Since 1979, BirdLife has mapping the world’s most vital bird habitats in the form of Important Bird & Biodiversity Areas (IBAs). Since they were formed, landscapes may have been degraded or restored. Some bird species may have declined or disappeared, or new ones arrived. The species themselves may have moved to a different threat category on the Red List. All this affects how important it is to protect a given IBA, or whether it still qualifies at all. Our national Partners are responsible for updating the IBA data for their country. This year, we’ll be leading a major drive to gather the very latest information on all sites across the globe. We will also be applying the new Key Biodiversity Area standard, in a bid to help map, monitor and conserve not only the most important places for birds, but for all life on earth.
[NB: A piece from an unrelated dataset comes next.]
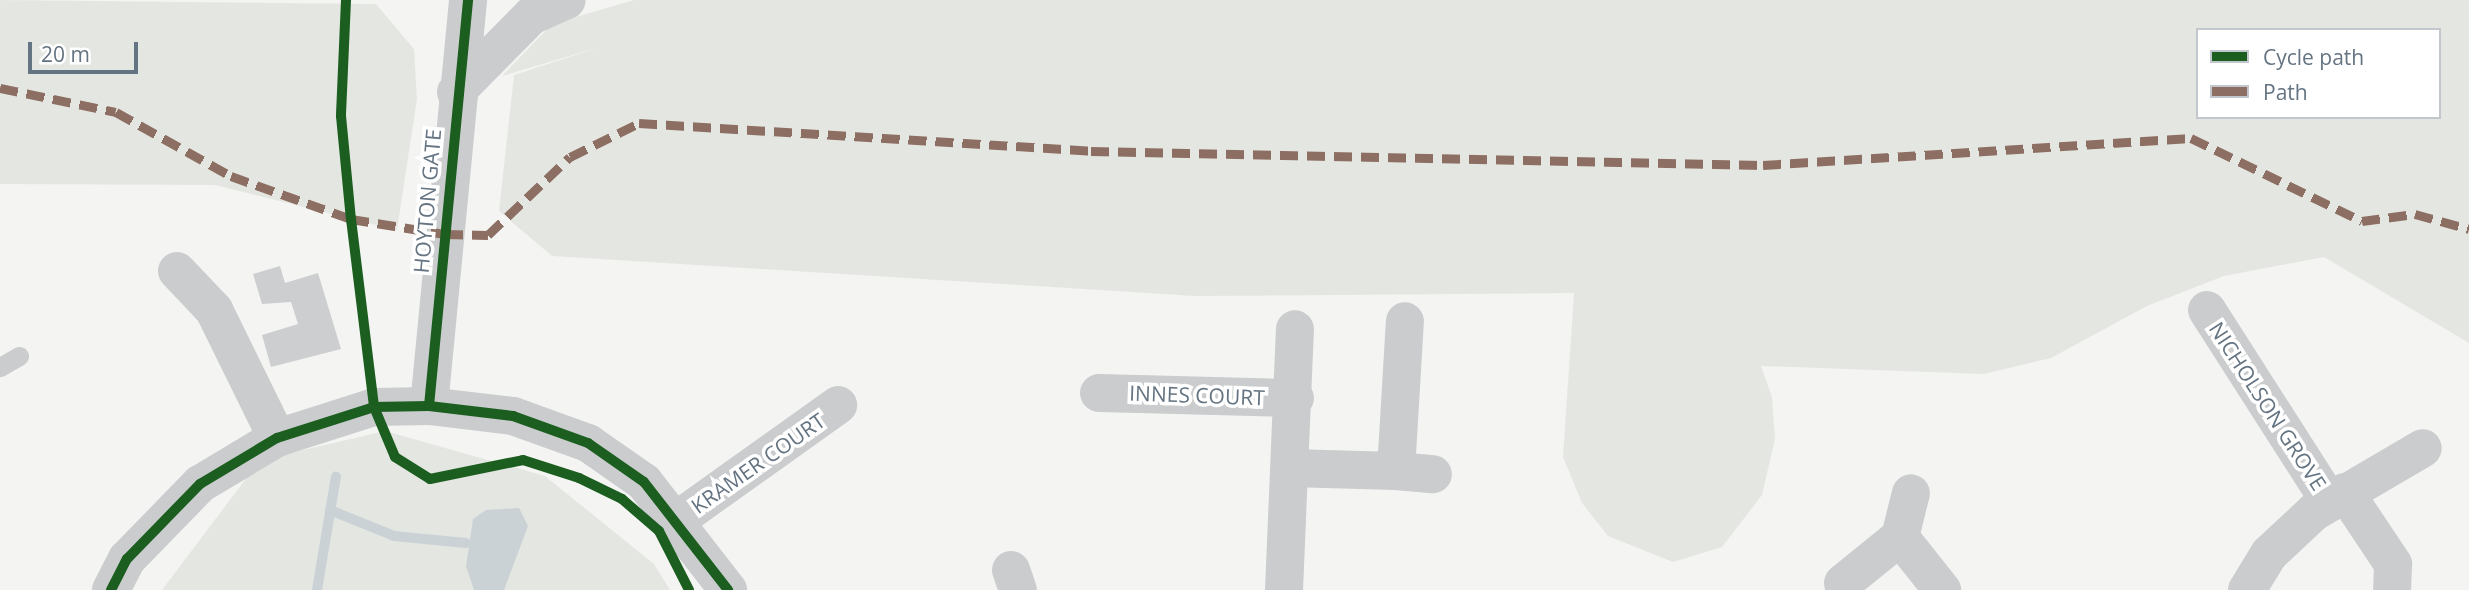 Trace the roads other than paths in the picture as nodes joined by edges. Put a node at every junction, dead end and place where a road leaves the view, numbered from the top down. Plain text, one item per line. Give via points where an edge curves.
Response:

4. Finding finance to sustain forests

Gola Rainorest cocoa programme © R Anstead / Twin

This year, we’ll continue to explore new, creative approaches to ensure forest conservation gets the long-lasting funding it desperately needs, rather than moving precariously from project to project. Inspired by methods used by start-up companies in the tech sector, our Forest Landscape Sustainability Accelerator, part of Trillion Trees, helps our Partners to explore long-term sources of funding across some of the world’s most species-rich tropical forests – ranging from forest-friendly cocoa to carbon schemes. The “Accelerator” matches projects with investors and enables staff from conservation organisations to develop big ideas in a supportive environment. This year, face-to-face workshops and an important ‘pitch event’ were planned; the workshops will still occur digitally, and the team are exploring online fundraising opportunities.


5. The Red List update

Araripe Manakin (Critically Endangered) © Ciro Albano

Every year, BirdLife’s Red List team analyses the latest scientific literature and specialist information to review the extinction risk of hundreds of bird species for the IUCN Red List. Every four years, they take it even further, undertaking the mammoth task of reviewing the status of all the world’s c. 2,500 threatened and Near Threatened species, to check they are correctly classified and update their factsheets with the latest knowledge. 2020 is such a year, and this time the team will also incorporate improved estimates of generation length for many bird species, based on a newly published study co-authored by BirdLife scientists. Although the team’s research is desk-based, the information it uncovers goes much further, helping NGOs, scientists and governments make major decisions on where to focus limited resources.